Question

At what value of x does the local max of f(x) occur?

Answer 1

\[f(x)=\int\limits_{0}^{x}\frac{ t^2-1 }{ 1+\cos^2(t) }dt\]

Answer 2

So they gave you the derivative... When it is 0?

Answer 3

Also, when is it undefined?

Answer 4

It seems it is always defined.

Answer 5

so it's zero when x=0, right?

Answer 6

Ummmmmm I think what we want to do is use the `Fundamental Theorem of Calculus, Part 1` for this problem.

Which states,\[\large \frac{d}{dx} \int\limits_0^{x}f(t)dt \qquad = \qquad f(x)\]

For this problem, we're given \(\large f(x)\). We can find a maximum by first finding critical points the function.

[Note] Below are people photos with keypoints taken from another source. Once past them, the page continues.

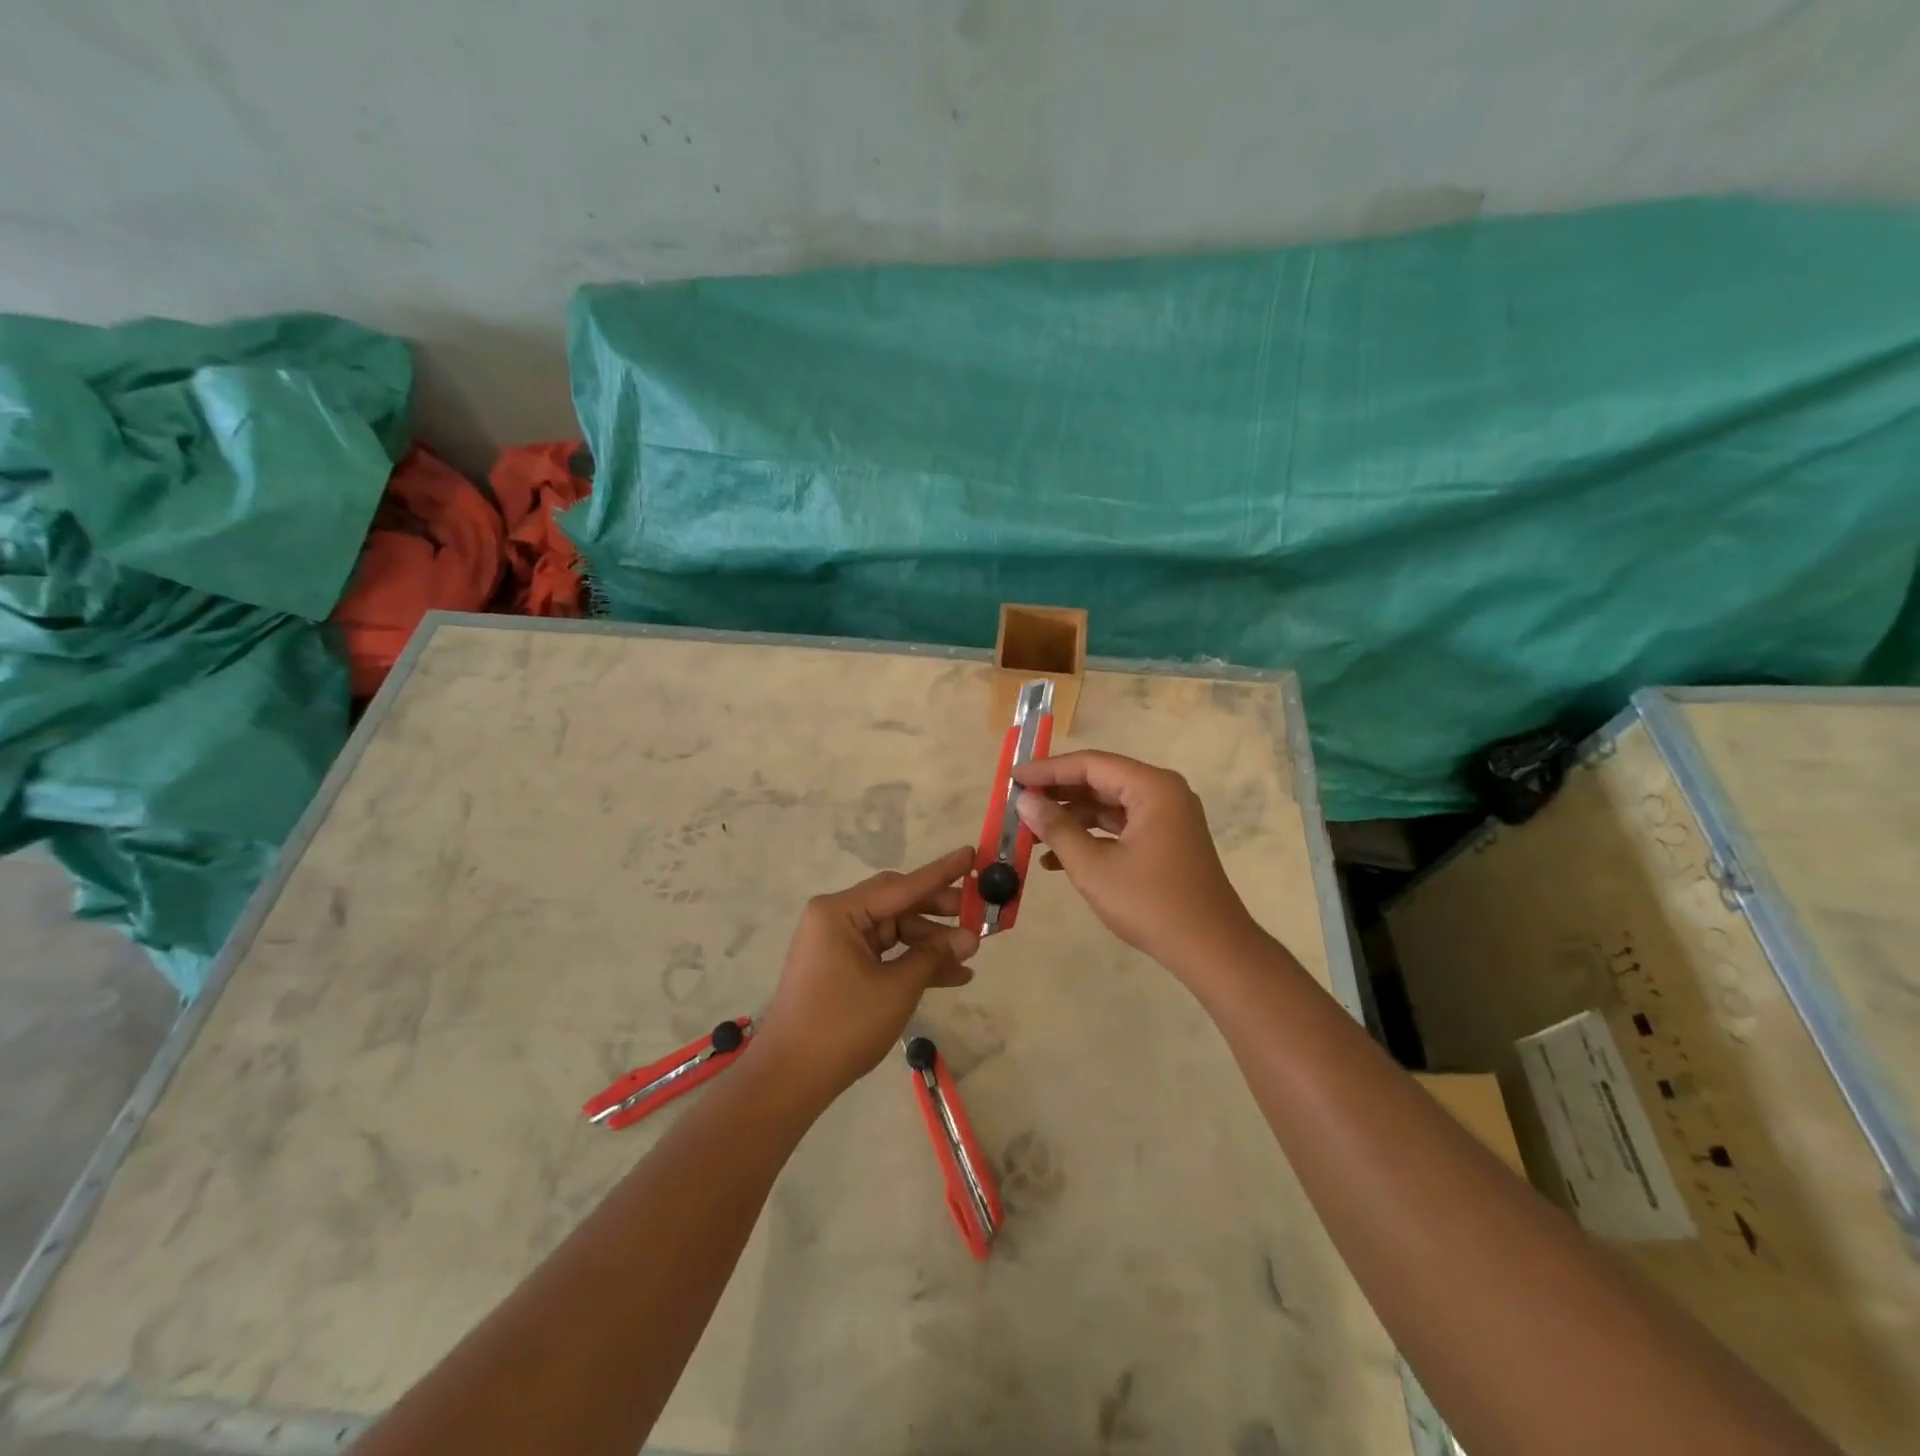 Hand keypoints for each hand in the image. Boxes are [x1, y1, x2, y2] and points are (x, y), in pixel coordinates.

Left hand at [754, 846, 980, 1103]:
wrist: (790, 1079)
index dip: (941, 873)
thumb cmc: (842, 1025)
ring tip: (971, 954)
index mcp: (840, 911)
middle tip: (979, 913)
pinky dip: (913, 962)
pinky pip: (886, 954)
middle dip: (939, 912)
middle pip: (898, 904)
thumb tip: (970, 937)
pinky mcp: (842, 967)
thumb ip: (933, 956)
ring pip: (895, 931)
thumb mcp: (896, 989)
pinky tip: (952, 976)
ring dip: (930, 943)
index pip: (902, 885)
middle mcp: (837, 918)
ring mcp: (838, 943)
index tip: (972, 854)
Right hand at [1012, 751, 1262, 977]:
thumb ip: (1057, 828)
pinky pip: (1121, 825)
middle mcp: (1162, 792)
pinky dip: (1091, 835)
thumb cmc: (1151, 904)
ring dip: (1071, 817)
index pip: (1090, 764)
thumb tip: (1025, 800)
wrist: (1212, 950)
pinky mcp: (1166, 839)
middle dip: (1057, 793)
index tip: (1012, 776)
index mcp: (1152, 788)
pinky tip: (1056, 858)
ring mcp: (1167, 816)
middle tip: (1018, 802)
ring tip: (1031, 832)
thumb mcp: (1094, 867)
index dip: (1047, 769)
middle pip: (1100, 779)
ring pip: (1108, 803) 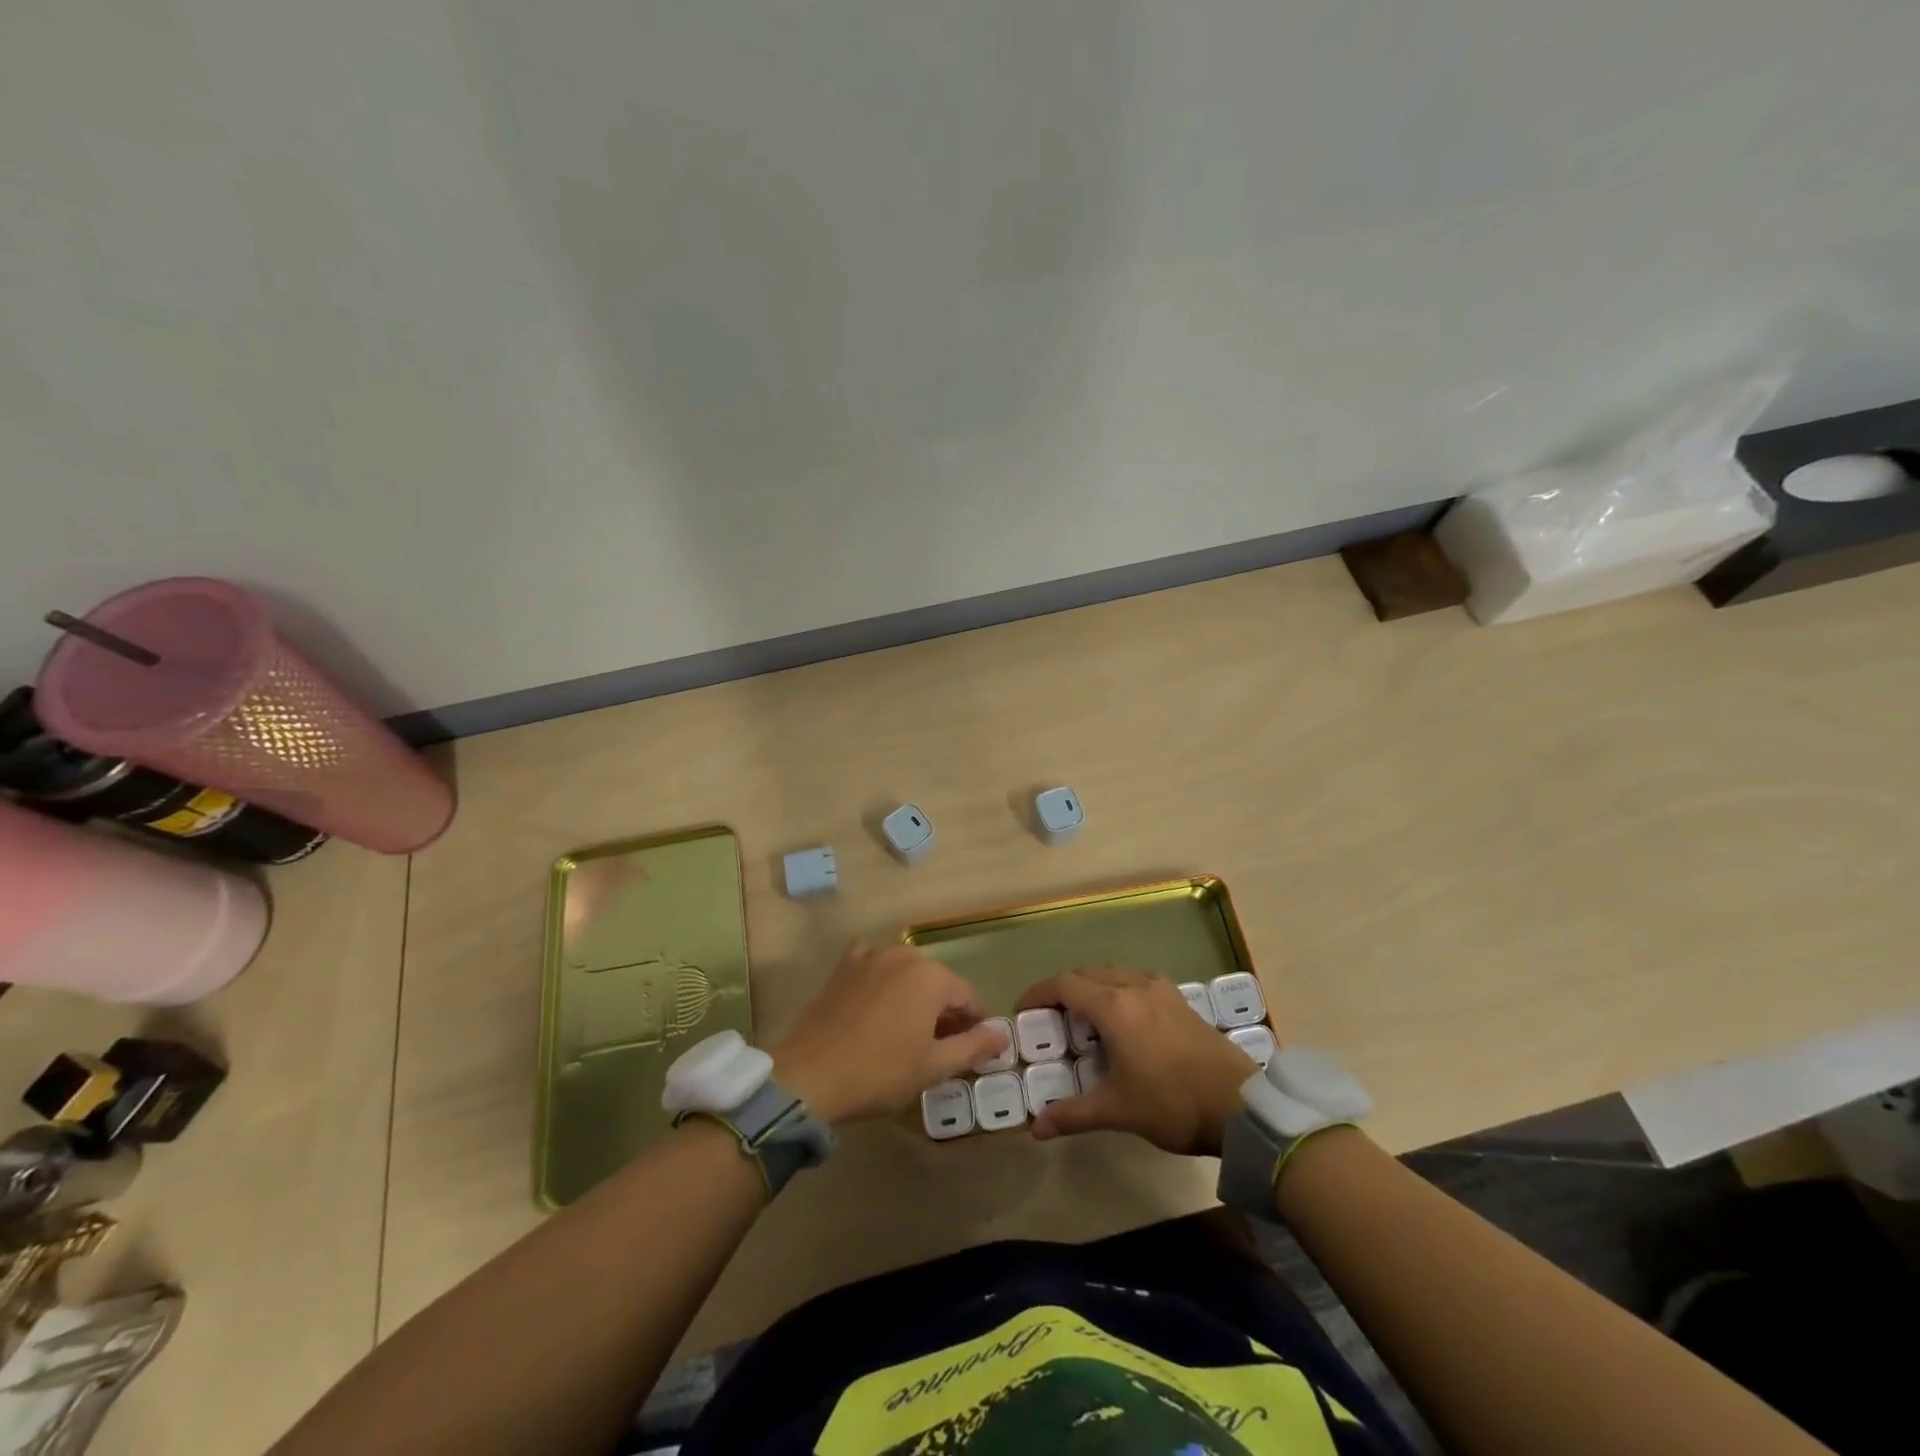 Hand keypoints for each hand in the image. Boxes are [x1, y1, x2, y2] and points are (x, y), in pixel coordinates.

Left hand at [769, 943, 1009, 1126]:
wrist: (810, 1075)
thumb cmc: (879, 1072)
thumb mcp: (933, 1066)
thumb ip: (972, 1046)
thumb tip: (1002, 1035)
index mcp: (932, 977)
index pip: (968, 997)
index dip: (976, 1024)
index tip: (974, 1049)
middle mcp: (904, 955)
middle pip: (937, 982)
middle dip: (944, 1010)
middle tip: (941, 1046)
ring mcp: (870, 956)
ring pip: (906, 973)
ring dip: (914, 996)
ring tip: (909, 1030)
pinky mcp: (843, 966)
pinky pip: (873, 964)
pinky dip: (882, 979)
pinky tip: (877, 1002)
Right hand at [1014, 965, 1254, 1155]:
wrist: (1240, 1105)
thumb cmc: (1172, 1103)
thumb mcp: (1118, 1111)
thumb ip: (1073, 1114)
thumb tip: (1036, 1129)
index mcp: (1114, 1007)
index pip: (1065, 985)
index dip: (1038, 993)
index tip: (1023, 1010)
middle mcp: (1134, 986)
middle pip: (1087, 973)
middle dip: (1063, 990)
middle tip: (1049, 1017)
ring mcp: (1161, 989)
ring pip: (1113, 973)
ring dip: (1091, 986)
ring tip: (1082, 1017)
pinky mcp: (1179, 999)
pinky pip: (1135, 980)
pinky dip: (1116, 989)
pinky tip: (1120, 1019) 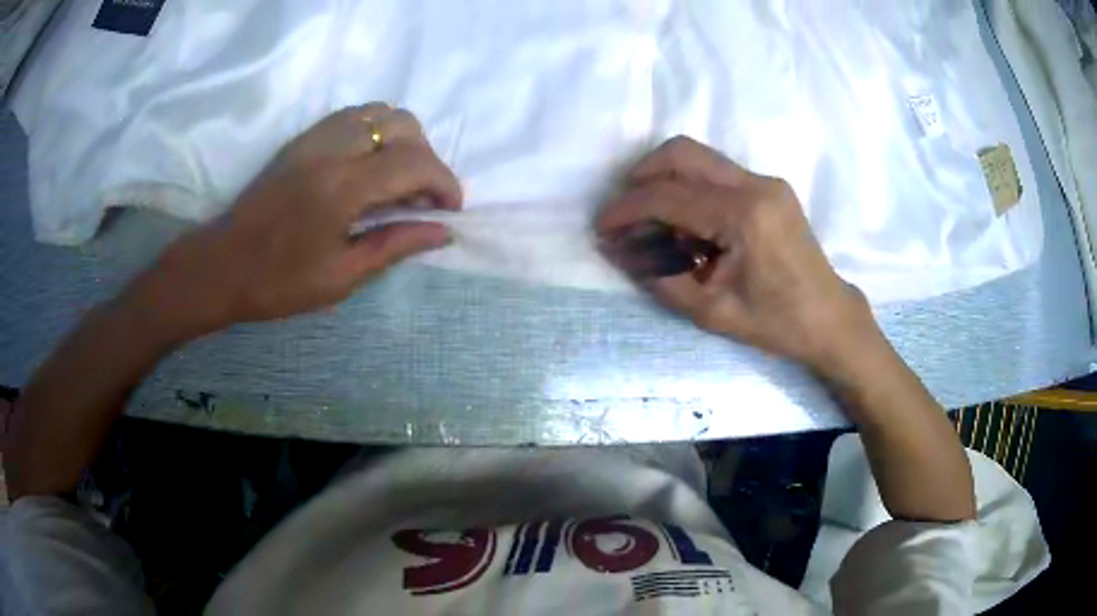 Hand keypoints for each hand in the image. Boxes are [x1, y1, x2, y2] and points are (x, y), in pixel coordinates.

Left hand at [132, 103, 461, 341]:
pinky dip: (375, 130)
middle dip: (427, 158)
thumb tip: (442, 232)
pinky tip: (370, 162)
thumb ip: (395, 245)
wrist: (222, 265)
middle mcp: (332, 150)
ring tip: (398, 177)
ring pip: (380, 111)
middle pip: (403, 125)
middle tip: (421, 196)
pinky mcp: (302, 138)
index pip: (415, 163)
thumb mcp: (341, 277)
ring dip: (402, 139)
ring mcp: (314, 138)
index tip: (449, 210)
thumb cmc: (279, 282)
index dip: (444, 183)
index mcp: (343, 189)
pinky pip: (353, 115)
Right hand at [598, 137, 876, 373]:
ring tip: (650, 220)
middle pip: (681, 153)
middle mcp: (755, 185)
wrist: (829, 317)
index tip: (601, 227)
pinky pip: (715, 173)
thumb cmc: (776, 323)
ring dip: (664, 180)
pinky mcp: (768, 187)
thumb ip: (659, 277)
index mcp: (744, 217)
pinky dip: (688, 189)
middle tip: (624, 212)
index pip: (669, 196)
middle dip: (641, 176)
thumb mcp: (711, 311)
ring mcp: (765, 181)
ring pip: (697, 157)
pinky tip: (685, 224)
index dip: (627, 209)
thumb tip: (617, 250) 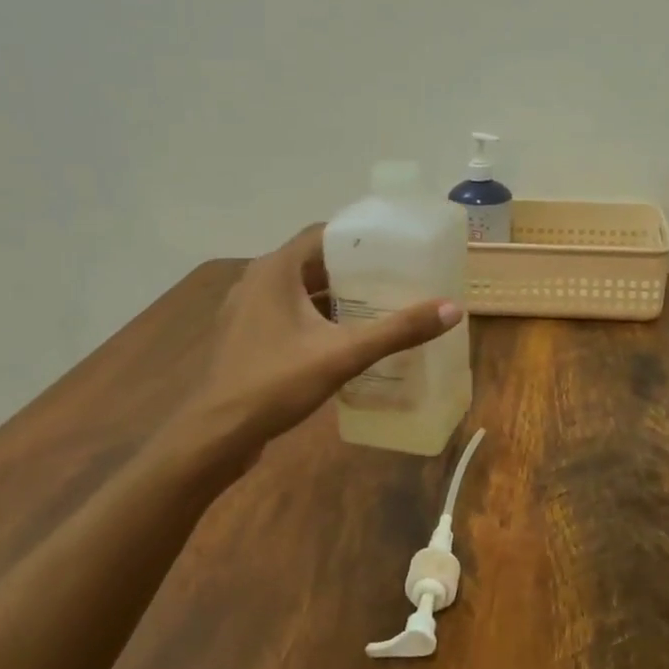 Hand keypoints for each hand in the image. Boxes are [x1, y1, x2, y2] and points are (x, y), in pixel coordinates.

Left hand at [147, 225, 461, 470]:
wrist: (216, 434)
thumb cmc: (275, 383)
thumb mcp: (344, 354)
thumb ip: (397, 331)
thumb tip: (452, 309)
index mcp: (275, 270)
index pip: (321, 233)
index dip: (358, 236)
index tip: (394, 246)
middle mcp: (257, 281)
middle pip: (312, 262)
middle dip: (353, 268)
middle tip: (395, 277)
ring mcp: (247, 310)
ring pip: (299, 290)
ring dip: (335, 295)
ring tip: (378, 304)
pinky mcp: (246, 337)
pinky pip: (288, 313)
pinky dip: (316, 317)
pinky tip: (344, 337) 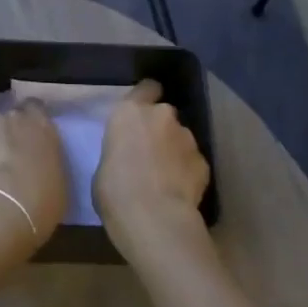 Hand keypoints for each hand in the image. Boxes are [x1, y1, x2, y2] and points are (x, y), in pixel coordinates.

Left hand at [0, 101, 67, 254]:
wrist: (5, 206)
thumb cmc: (41, 201)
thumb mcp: (57, 182)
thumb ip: (47, 164)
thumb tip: (38, 168)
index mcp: (43, 126)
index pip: (35, 109)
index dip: (28, 122)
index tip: (25, 138)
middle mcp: (17, 116)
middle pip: (9, 118)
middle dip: (5, 133)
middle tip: (4, 157)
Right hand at [92, 79, 210, 261]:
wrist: (154, 218)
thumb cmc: (115, 191)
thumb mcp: (104, 166)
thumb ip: (120, 151)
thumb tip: (130, 158)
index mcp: (130, 113)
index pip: (146, 88)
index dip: (147, 97)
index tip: (144, 111)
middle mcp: (162, 116)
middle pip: (164, 115)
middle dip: (161, 129)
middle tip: (151, 153)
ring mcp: (187, 137)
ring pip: (181, 138)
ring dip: (175, 151)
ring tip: (166, 178)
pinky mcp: (204, 161)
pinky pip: (192, 162)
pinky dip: (187, 172)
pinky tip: (179, 192)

Remember how to do that?
Critical points occur when \(\large f'(x)=0\).

\[\large f(x)=\int\limits\limits_{0}^{x}\frac{ t^2-1 }{ 1+\cos^2(t) }dt\]

Applying the FTC, Part 1 gives us,\[\large f'(x)=\frac{x^2-1}{1+\cos^2(x)}\]

Answer 7

Ok yeah I'm following that now

Answer 8

Setting it equal to zero,
\[\large 0=\frac{x^2-1}{1+\cos^2(x)}\]

We should be able to find some critical points, and then by some method we can determine which point(s) are max/min or whatever.

Answer 9

so the critical points are -1 and 1

Answer 10

cool :) Remember how to determine if each point is a max or min?

Answer 11

using the 2nd derivative test
so the max is at -1

Answer 12

Yah that's what I'm coming up with also.
Cool!

Answer 13

THANKS!

Answer 14

heh np c: